→ Task goal: When the records are reproduced, each one must match exactly, and no picture may be kept.
*** Recorded information
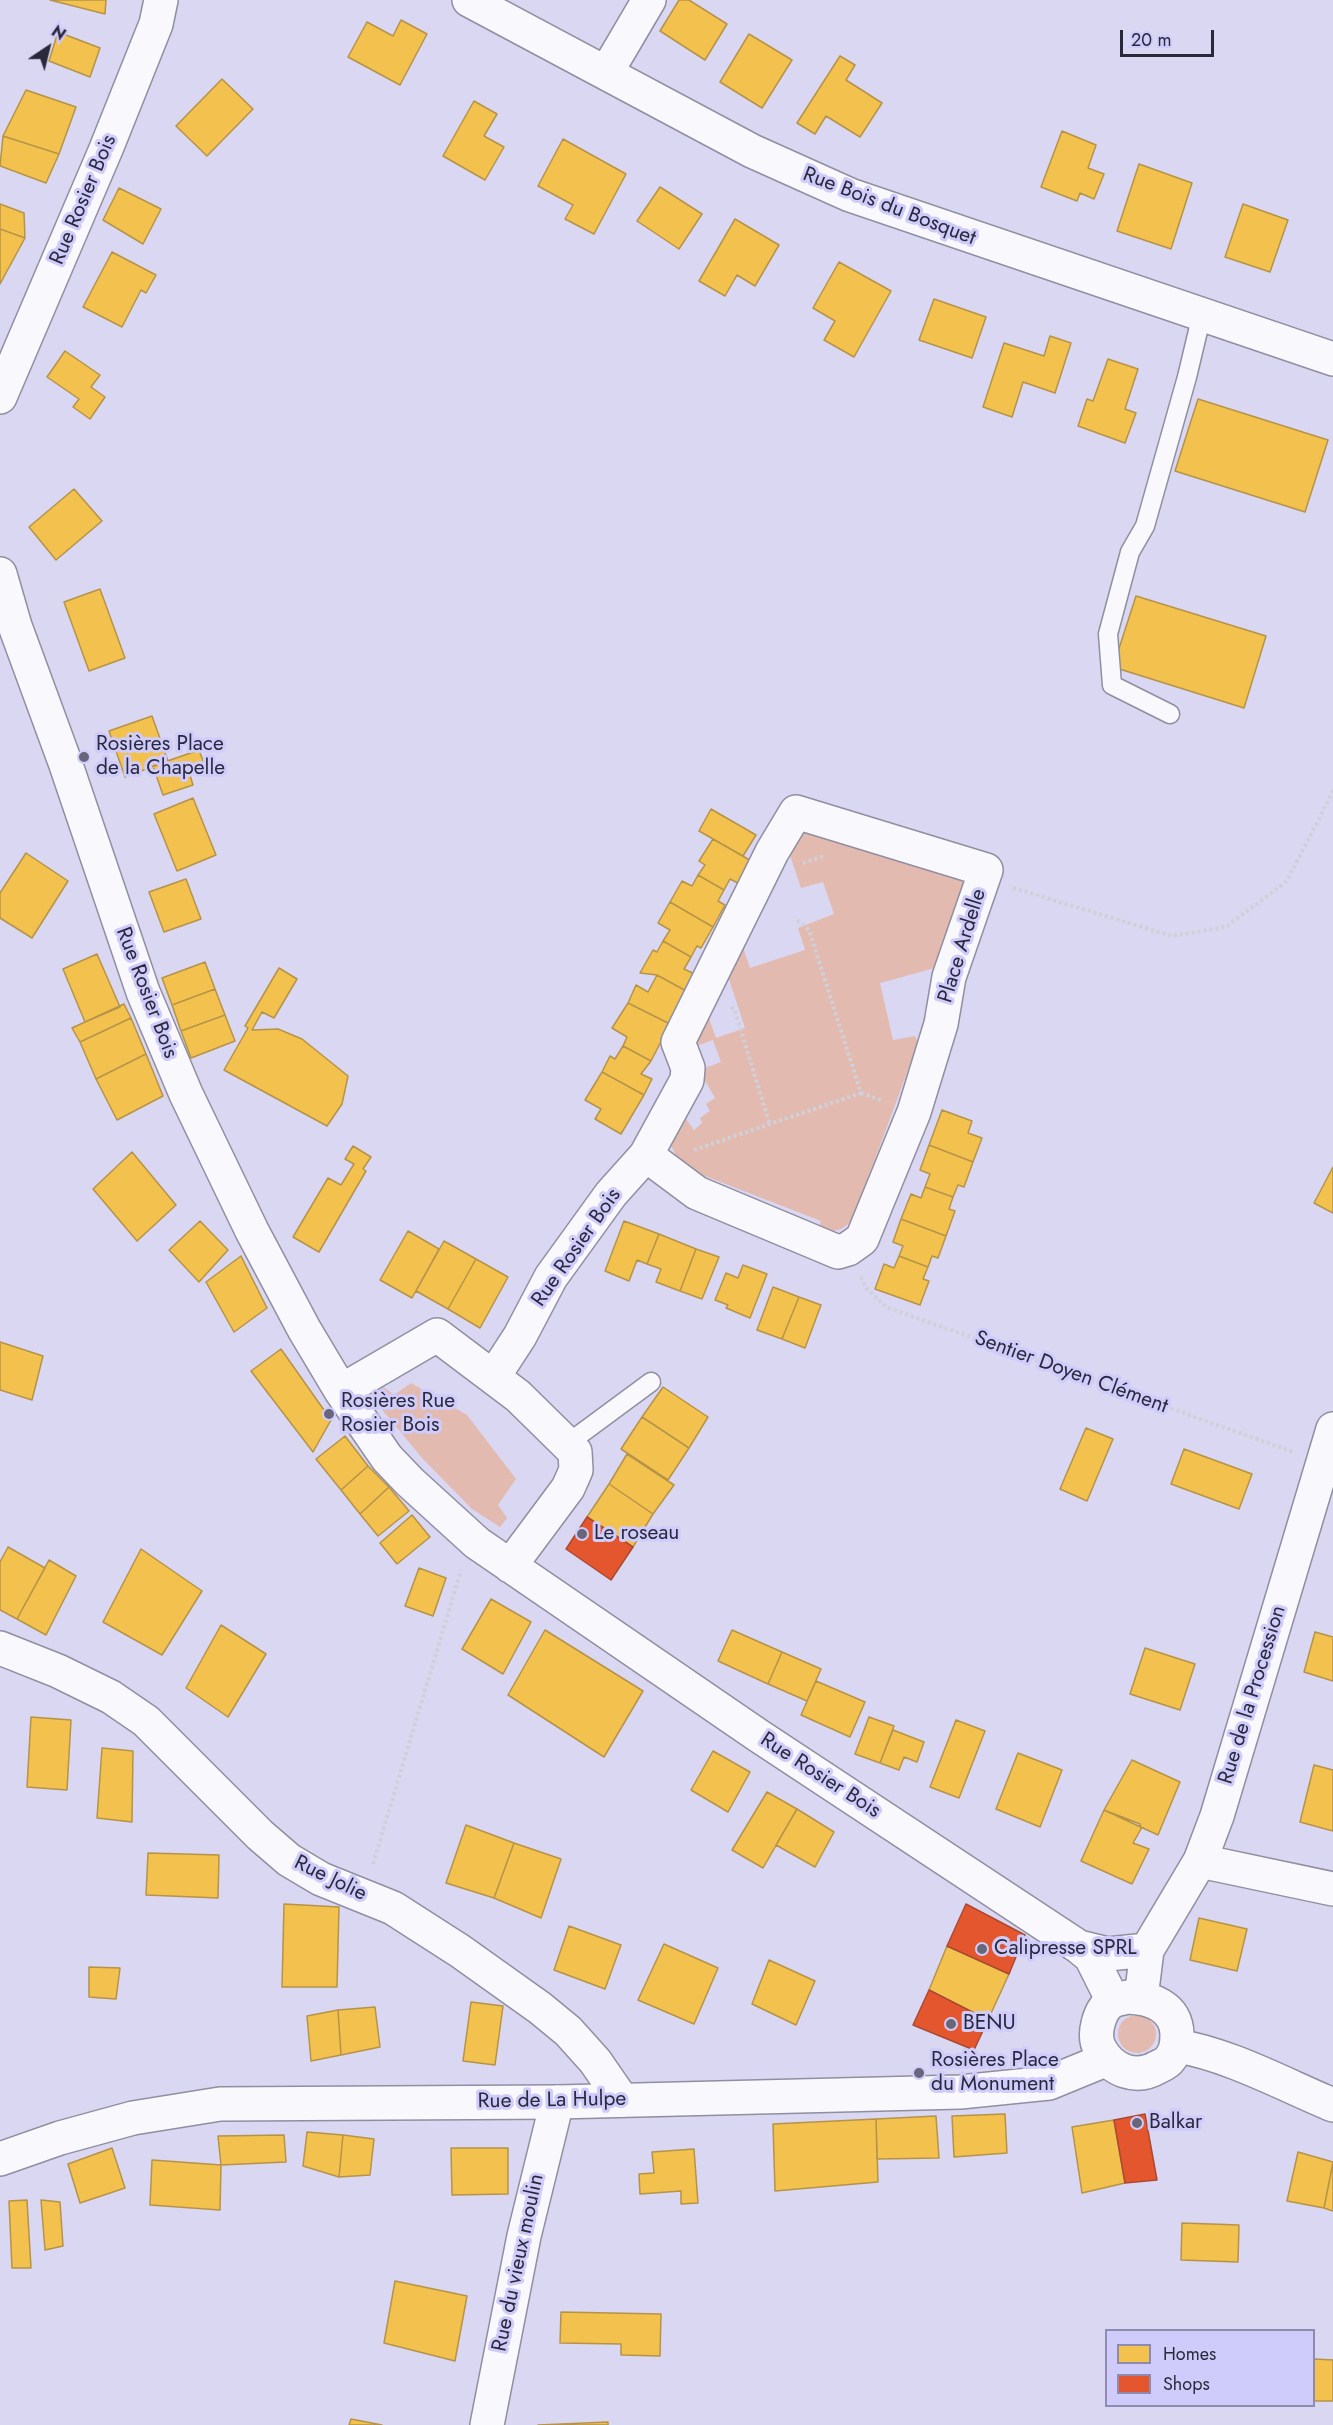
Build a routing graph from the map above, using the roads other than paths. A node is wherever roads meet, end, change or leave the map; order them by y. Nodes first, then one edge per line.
1 (161, 0) edge
2 (469, 0) edge
3 (649, 0) edge
4 (606, 73) junction
5 (1202, 314) junction
6 (1333, 359) edge
7 (0, 397) edge
8 (0, 574) edge
9 (8, 626) edge
10 (1170, 714) dead end
11 (653, 1160) junction
12 (494, 1376) junction
13 (651, 1382) dead end
14 (342, 1391) junction
15 (1333, 1429) edge
16 (567, 1444) junction
17 (510, 1566) junction
18 (0, 1648) edge
19 (1200, 1861) junction
20 (1333, 1889) edge
21 (1079, 1947) junction
22 (1147, 1950) junction
23 (1127, 1999) junction
24 (1177, 2046) junction
25 (1105, 2060) junction
26 (622, 2100) junction
27 (557, 2102) junction
28 (1333, 2105) edge
29 (0, 2159) edge
30 (487, 2425) edge

1 - 7 street, Rue Rosier Bois
2 - 4 street, Rue Bois du Bosquet
3 - 4 street
4 - 5 street, Rue Bois du Bosquet
5 - 6 street, Rue Bois du Bosquet
5 - 10 lane
8 - 9 street, Rue Rosier Bois
9 - 14 street, Rue Rosier Bois
11 - 11 street, Place Ardelle
11 - 12 street, Rue Rosier Bois
12 - 14 street
12 - 16 street
13 - 16 lane
14 - 17 street, Rue Rosier Bois
15 - 19 street, Rue de la Procession
16 - 17 street
17 - 21 street, Rue Rosier Bois
18 - 26 street, Rue Jolie
19 - 20 street
19 - 22 street, Rue de la Procession
21 - 22 street
21 - 23 street, Rue Rosier Bois
22 - 23 street, Rue de la Procession
23 - 24 street
23 - 25 street
24 - 25 street
24 - 28 street
25 - 26 street, Rue de La Hulpe
26 - 27 street, Rue de La Hulpe
27 - 29 street, Rue de La Hulpe
27 - 30 street, Rue du vieux moulin

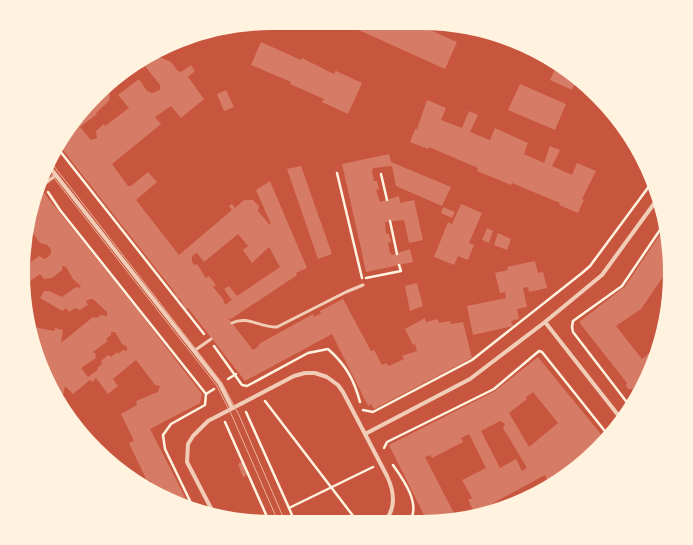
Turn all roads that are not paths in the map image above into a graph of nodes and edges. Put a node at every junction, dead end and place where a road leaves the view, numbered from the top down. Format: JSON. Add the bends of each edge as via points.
******
→ Output of the task:
Build a routing graph from the map above, using the roads other than paths. A node is wherever roads meet, end, change or leave the map; order them by y. Nodes first, then one edge per line.
1 (161, 0) edge
2 (469, 0) edge
3 (649, 0) edge
4 (606, 73) junction
5 (1202, 314) junction
6 (1333, 359) edge
7 (0, 397) edge
8 (0, 574) edge
9 (8, 626) edge
10 (1170, 714) dead end
11 (653, 1160) junction
12 (494, 1376) junction
13 (651, 1382) dead end
14 (342, 1391) junction
15 (1333, 1429) edge
16 (567, 1444) junction
17 (510, 1566) junction
18 (0, 1648) edge
19 (1200, 1861) junction
20 (1333, 1889) edge
21 (1079, 1947) junction
22 (1147, 1950) junction
23 (1127, 1999) junction
24 (1177, 2046) junction
25 (1105, 2060) junction
26 (622, 2100) junction
27 (557, 2102) junction
28 (1333, 2105) edge
29 (0, 2159) edge
30 (487, 2425) edge

1 - 7 street, Rue Rosier Bois
2 - 4 street, Rue Bois du Bosquet
3 - 4 street
4 - 5 street, Rue Bois du Bosquet
5 - 6 street, Rue Bois du Bosquet
5 - 10 lane
8 - 9 street, Rue Rosier Bois
9 - 14 street, Rue Rosier Bois
11 - 11 street, Place Ardelle
11 - 12 street, Rue Rosier Bois
12 - 14 street
12 - 16 street
13 - 16 lane
14 - 17 street, Rue Rosier Bois
15 - 19 street, Rue de la Procession
16 - 17 street
17 - 21 street, Rue Rosier Bois
18 - 26 street, Rue Jolie
19 - 20 street
19 - 22 street, Rue de la Procession
21 - 22 street
21 - 23 street, Rue Rosier Bois
22 - 23 street, Rue de la Procession
23 - 24 street
23 - 25 street
24 - 25 street
24 - 28 street
25 - 26 street, Rue de La Hulpe
26 - 27 street, Rue de La Hulpe
27 - 29 street, Rue de La Hulpe
27 - 30 street, Rue du vieux moulin

Turn all roads that are not paths in the map image above into a graph of nodes and edges. Put a node at every junction, dead end and place where a road leaves the view, numbered from the top down. Format: JSON. Add the bends of each edge as via points.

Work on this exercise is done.